Wednesday, January 31, 2007

I'll stick to the book

Watching the movie version of the novel Maurice altered my perspective specifically in regards to how I viewed the characters. Through reading the book, I pictured Maurice to be more serious of a character than the movie showed. I realize that Maurice is not supposed to be an extremely intellectual man, but I feel like the movie did him wrong. The movie depicted Maurice on more than one occasion as someone who has little control of his emotions and impulses. When Clive and Maurice were laying together in the field towards the beginning of the movie when they first fall in love, Maurice is very aggressive and does not stop even after Clive suggested they savor the moment without serious physical activity. Also in the movie, Maurice looks very foolish in one particular scene when Clive and Maurice first see each other after Clive’s return from his trip to Greece. Clive and Maurice are in a room alone. Maurice is very excited to see Clive since it has been a long time apart, and, of course, because he is truly in love with him. But unlike the book, which does not include this scene because Forster has Clive send a letter from Greece breaking the news to Maurice that he is no longer in love with him anymore instead, Maurice in my mind is made to look pathetic. Maurice is basically attacking Clive’s lips in hopes of getting a kiss or any sign of affection for an extended time until Clive shoves him straight into a chair. Throughout this entire “scuffle”, ever since Clive looked him in the face and told him they cannot be together any longer, Maurice is sobbing as well. Finally, Clive leaves the room and Maurice continues to sob very intensely. I was disappointed with a few scenes in the film solely because I prefer the way the novel made me visualize Maurice’s character. Although he is naive in both the film and the novel, I thought the movie went overboard and took away from Maurice’s intellect instead of emphasizing that he is simply very sexually frustrated, confused, and heart-broken.

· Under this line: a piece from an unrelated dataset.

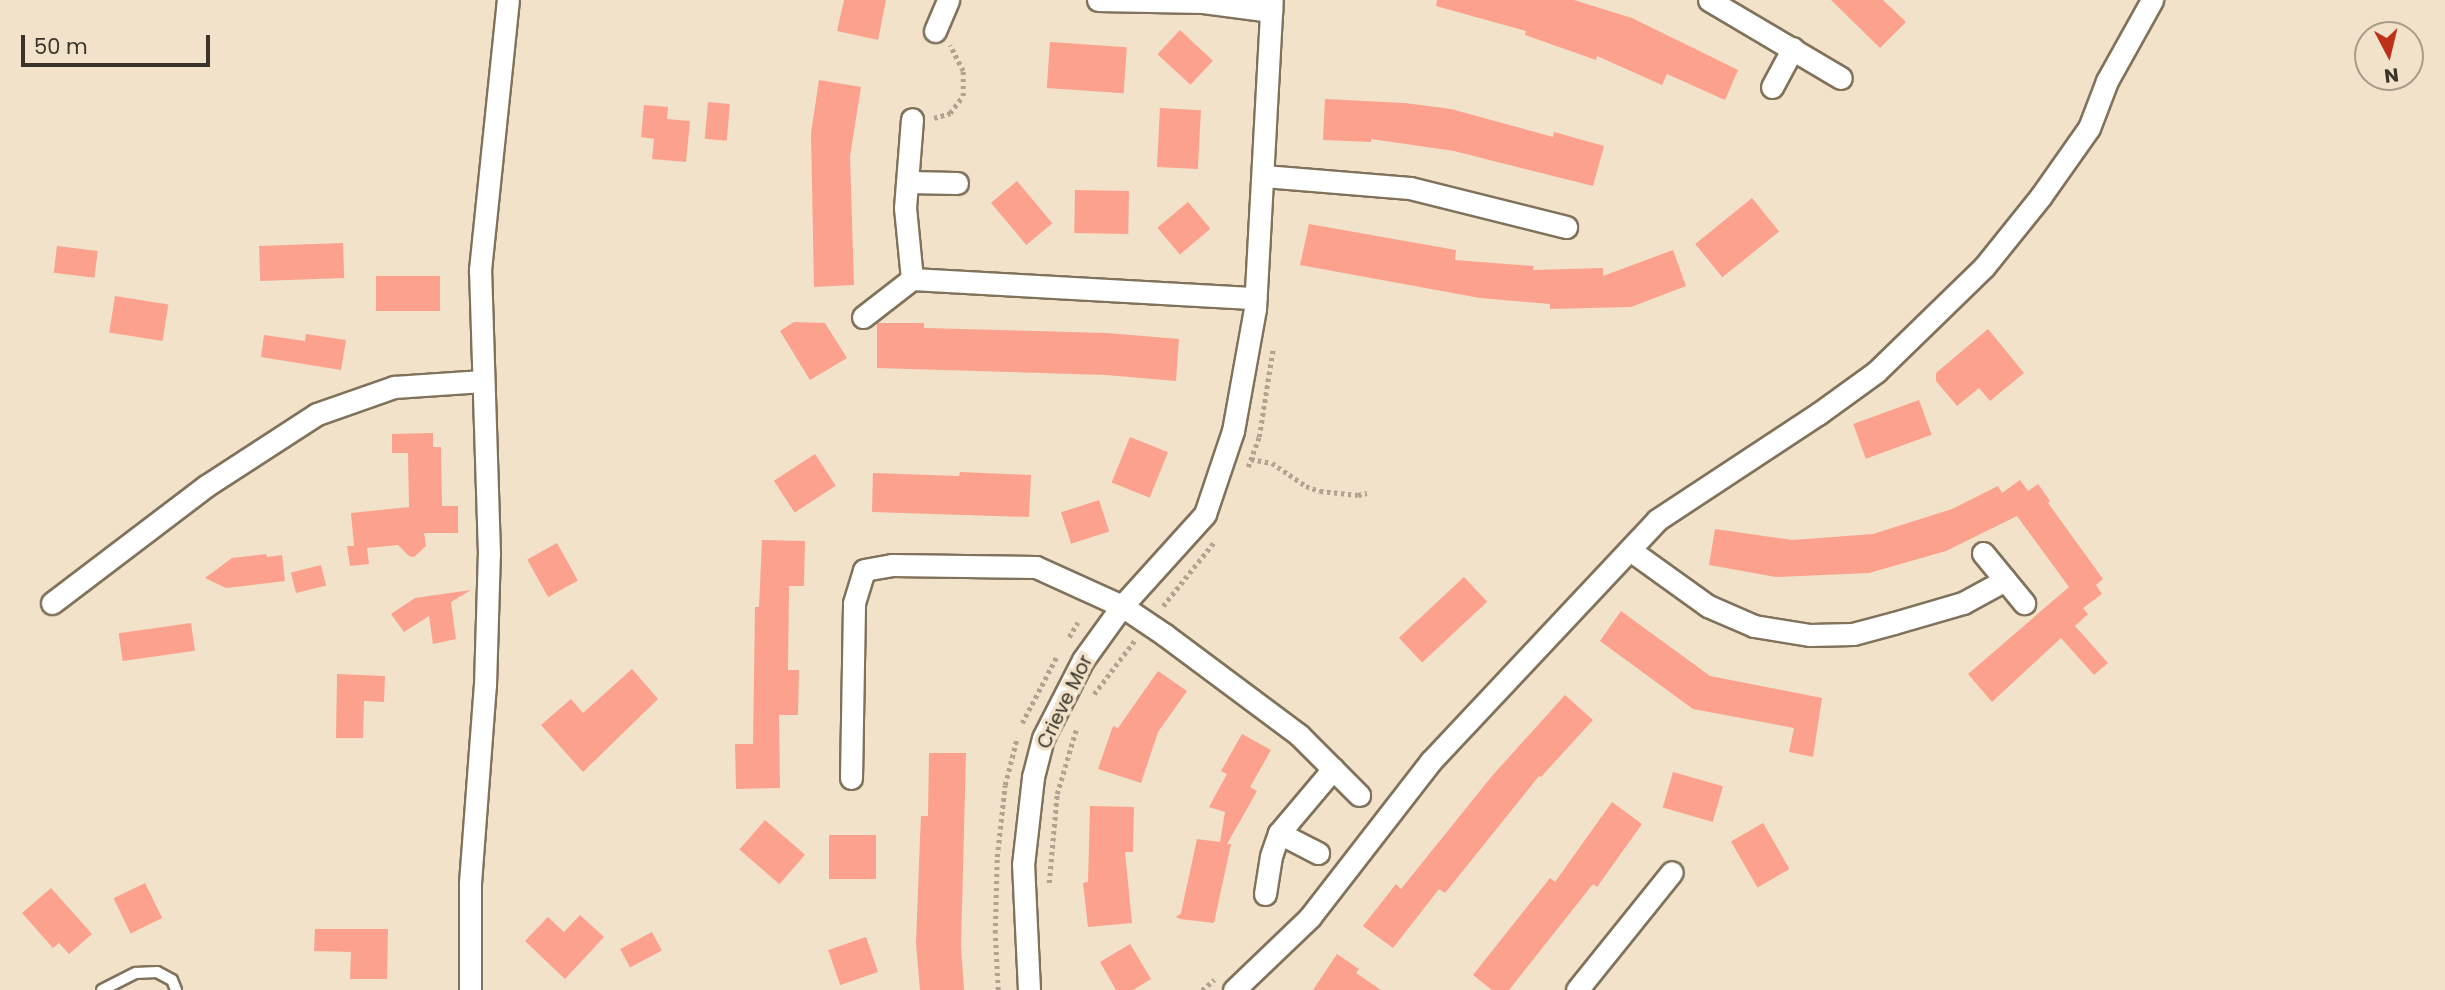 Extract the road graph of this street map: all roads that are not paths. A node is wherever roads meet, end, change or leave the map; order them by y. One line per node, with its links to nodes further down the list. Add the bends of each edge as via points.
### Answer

I am changing the subject because I have to add a little bit on how reading the Symposium affected my understanding and perspective towards the novel. First off, I think it is obvious that Plato must have had a significant influence on Forster. Plato’s Symposium. This is easy to see simply from the dialogue between characters in both the movie and the novel. An easy example is how Forster emphasizes Clive’s disgust after he heard Mr. Cornwallis label the Symposium as “a reference to the unspeakable vice of the Greeks,” (51). Also, many of the speakers’ views on love and sexuality in the Symposium are depicted in the novel and the film. Pausanias sticks out to me because he spoke about the uniqueness and beauty of a homosexual relationship very passionately. I am glad we had the opportunity to read the Symposium even though I had trouble interpreting it before we discussed its meaning as a class. Now that I am no longer lost, I strongly believe that the Symposium must be read along with Maurice. I gained a higher appreciation for Forster’s work in Maurice because of the role one of the most historically significant and progressive cultures ever, the ancient Athenians, played in the writing of the novel.